Publication date: 19/11/2020

Over the past six months, in the run-up to the G20 summit on 21 and 22 November, international pressure has been building on virtual host Saudi Arabia to bring in genuine social and human rights reforms. ALQST has been running a campaign to highlight how the Saudi authorities violate a variety of the most basic human rights, and in collaboration with partner NGOs we have mobilised people around the world to urge G20 participants and governments to place human rights at the centre of all G20 discussions. 

Large parts of the international community have been paying attention, and it is vital now to step up the pressure on the Saudi authorities to comply with international human rights standards and allow real structural reform.    

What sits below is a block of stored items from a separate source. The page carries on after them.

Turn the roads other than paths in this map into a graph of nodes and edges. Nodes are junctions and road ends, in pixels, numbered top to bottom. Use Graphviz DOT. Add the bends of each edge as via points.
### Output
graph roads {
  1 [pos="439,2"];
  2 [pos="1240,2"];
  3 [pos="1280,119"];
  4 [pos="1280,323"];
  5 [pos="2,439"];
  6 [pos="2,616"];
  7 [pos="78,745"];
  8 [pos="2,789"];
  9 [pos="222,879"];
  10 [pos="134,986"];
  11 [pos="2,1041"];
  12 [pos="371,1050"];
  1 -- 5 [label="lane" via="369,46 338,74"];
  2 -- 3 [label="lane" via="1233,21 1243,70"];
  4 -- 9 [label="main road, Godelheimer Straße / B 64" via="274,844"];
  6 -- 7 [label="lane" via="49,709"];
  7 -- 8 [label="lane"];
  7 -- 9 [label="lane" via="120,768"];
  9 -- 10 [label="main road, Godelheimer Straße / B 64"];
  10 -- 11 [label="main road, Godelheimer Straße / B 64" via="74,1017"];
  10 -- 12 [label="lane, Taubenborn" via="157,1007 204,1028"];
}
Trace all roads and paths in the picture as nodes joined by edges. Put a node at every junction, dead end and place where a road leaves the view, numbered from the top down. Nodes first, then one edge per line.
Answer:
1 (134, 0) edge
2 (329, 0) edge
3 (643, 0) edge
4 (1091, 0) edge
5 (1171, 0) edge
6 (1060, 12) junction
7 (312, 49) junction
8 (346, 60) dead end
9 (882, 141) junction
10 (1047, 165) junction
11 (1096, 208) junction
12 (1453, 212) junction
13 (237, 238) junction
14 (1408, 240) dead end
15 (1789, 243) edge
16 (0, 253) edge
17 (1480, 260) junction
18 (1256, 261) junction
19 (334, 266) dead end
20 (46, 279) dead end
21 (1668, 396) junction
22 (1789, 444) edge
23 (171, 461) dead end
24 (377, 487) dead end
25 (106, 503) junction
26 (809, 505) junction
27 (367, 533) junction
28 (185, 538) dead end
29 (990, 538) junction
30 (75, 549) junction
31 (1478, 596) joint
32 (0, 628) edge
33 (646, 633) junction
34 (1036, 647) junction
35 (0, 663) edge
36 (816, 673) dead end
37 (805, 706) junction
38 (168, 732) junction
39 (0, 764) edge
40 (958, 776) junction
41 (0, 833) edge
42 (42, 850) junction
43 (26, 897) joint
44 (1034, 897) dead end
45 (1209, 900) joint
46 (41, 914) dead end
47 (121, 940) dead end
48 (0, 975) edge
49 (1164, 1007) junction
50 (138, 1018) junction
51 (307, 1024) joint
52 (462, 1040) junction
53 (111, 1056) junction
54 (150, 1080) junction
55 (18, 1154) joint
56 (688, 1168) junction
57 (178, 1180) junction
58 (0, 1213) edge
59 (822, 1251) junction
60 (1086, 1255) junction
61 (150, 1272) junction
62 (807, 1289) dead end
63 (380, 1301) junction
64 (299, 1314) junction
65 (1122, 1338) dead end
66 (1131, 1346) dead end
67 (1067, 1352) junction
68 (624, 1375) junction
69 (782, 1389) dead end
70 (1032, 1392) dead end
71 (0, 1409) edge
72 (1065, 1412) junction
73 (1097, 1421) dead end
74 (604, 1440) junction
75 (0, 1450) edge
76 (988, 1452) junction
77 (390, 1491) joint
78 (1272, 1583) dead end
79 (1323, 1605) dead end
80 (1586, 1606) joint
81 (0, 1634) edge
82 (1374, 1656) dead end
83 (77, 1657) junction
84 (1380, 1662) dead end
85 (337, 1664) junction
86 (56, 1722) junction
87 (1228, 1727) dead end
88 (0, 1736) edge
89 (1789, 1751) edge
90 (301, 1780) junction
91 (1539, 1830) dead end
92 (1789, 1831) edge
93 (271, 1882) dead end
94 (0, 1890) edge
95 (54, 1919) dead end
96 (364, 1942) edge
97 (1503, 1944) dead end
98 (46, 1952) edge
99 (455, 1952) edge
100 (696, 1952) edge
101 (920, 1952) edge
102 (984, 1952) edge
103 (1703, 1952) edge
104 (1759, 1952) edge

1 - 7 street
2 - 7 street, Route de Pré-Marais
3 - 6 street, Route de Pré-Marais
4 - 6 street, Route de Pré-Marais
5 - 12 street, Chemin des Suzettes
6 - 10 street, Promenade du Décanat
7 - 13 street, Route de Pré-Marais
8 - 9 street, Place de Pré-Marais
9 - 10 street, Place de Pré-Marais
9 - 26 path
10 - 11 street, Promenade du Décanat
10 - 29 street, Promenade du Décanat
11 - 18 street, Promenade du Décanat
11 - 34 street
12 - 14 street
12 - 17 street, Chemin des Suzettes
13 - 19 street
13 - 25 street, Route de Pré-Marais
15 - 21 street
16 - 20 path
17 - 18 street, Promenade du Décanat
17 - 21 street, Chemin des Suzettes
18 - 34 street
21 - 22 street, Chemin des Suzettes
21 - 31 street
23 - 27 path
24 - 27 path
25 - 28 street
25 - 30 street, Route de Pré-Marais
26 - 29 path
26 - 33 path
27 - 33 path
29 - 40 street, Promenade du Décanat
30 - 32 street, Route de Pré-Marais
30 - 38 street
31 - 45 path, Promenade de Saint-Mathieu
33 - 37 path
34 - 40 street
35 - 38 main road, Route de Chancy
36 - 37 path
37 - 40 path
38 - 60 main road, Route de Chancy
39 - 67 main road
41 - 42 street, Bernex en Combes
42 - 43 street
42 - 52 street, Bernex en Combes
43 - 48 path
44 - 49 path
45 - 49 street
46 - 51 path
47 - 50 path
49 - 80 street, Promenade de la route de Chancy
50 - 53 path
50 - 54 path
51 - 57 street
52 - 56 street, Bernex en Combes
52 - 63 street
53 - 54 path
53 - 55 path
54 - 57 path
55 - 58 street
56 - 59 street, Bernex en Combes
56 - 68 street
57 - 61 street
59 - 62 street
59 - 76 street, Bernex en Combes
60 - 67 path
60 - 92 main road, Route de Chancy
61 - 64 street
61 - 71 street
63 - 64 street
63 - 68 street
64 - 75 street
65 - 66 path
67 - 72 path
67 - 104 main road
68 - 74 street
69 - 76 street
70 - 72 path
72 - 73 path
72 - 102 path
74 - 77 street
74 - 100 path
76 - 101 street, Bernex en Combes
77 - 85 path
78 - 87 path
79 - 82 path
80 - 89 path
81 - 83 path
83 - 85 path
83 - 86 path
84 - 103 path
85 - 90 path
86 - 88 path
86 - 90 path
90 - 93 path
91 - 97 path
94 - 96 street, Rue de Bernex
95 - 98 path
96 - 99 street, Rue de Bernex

We were not alone in drawing attention to the hypocrisy and absurdity of the Saudi authorities hosting interactive dialogues on the role of civil society and women’s empowerment while the system of male guardianship continues to negatively impact all aspects of women’s lives, and the absence of an independent civil society makes any such discussions meaningless. In March 2020, ALQST joined more than 220 civil society organisations from around the world in calling for a boycott of the G20 civil society engagement process.

To offer Saudi activists a platform to raise their concerns in the context of the G20, and to provide a channel for their voices to be integrated into the official G20 process, ALQST held a shadow G20 workshop on 2 September 2020, bringing together Saudi activists with Members of the European Parliament (MEPs) to discuss issues of women’s and human rights in Saudi Arabia. The concrete recommendations produced in this workshop were passed on by the MEPs to EU representatives and shared widely with other participants and members of the G20. 

The Urban 20 summit of mayors of G20 cities took place virtually on 2 October, coinciding with the second anniversary of the killing of journalist Jamal Khashoggi in the Saudi consulate in Istanbul. In response to the NGOs’ campaigning, the mayors of London, Paris, New York and Los Angeles pulled out of the U20 summit of global city leaders.

A few days later, the European Parliament voted by an overwhelming majority to downgrade its attendance at the November G20 summit in Saudi Arabia over human rights concerns, and to call for sanctions. A petition organised by ALQST and co-signed by 65 MEPs further underlined the point.

Similarly, 45 members of the US Congress called on Secretary of State Mike Pompeo and the Trump administration to drop out of the G20 summit, and a motion in the UK Parliament also raised grave human right abuses in the context of the G20, conveying the message loud and clear that the Saudi authorities can no longer expect to carry on business as usual.

Pressure has been increasing at the United Nations too, with a third joint statement on the human rights situation in Saudi Arabia, co-signed by 33 UN member states, demanding genuine and structural rights reform. Saudi Arabia also lost its bid for a further term on the UN Human Rights Council, signalling that the international community will no longer tolerate the kingdom’s serious rights abuses.

Meanwhile Saudi activists, academics and intellectuals have launched the Saudi People’s Vision for Reform, which lays out a clear roadmap of the social and human rights reforms needed to enhance the country’s strengths and capabilities, and offers a great alternative to the top-down Vision 2030 that fails to incorporate any human or social component of reform.

All these things demonstrate that large parts of the international community are not buying into the Saudi authorities’ extensive PR efforts to whitewash their image. Instead, the world is becoming increasingly vocal about their various and grave human rights abuses and demanding genuine reform and accountability. So it is vital that we now build on the many initiatives pursued ahead of the G20, and not only maintain but increase the pressure on the Saudi authorities to comply with international human rights standards and allow for real structural reform.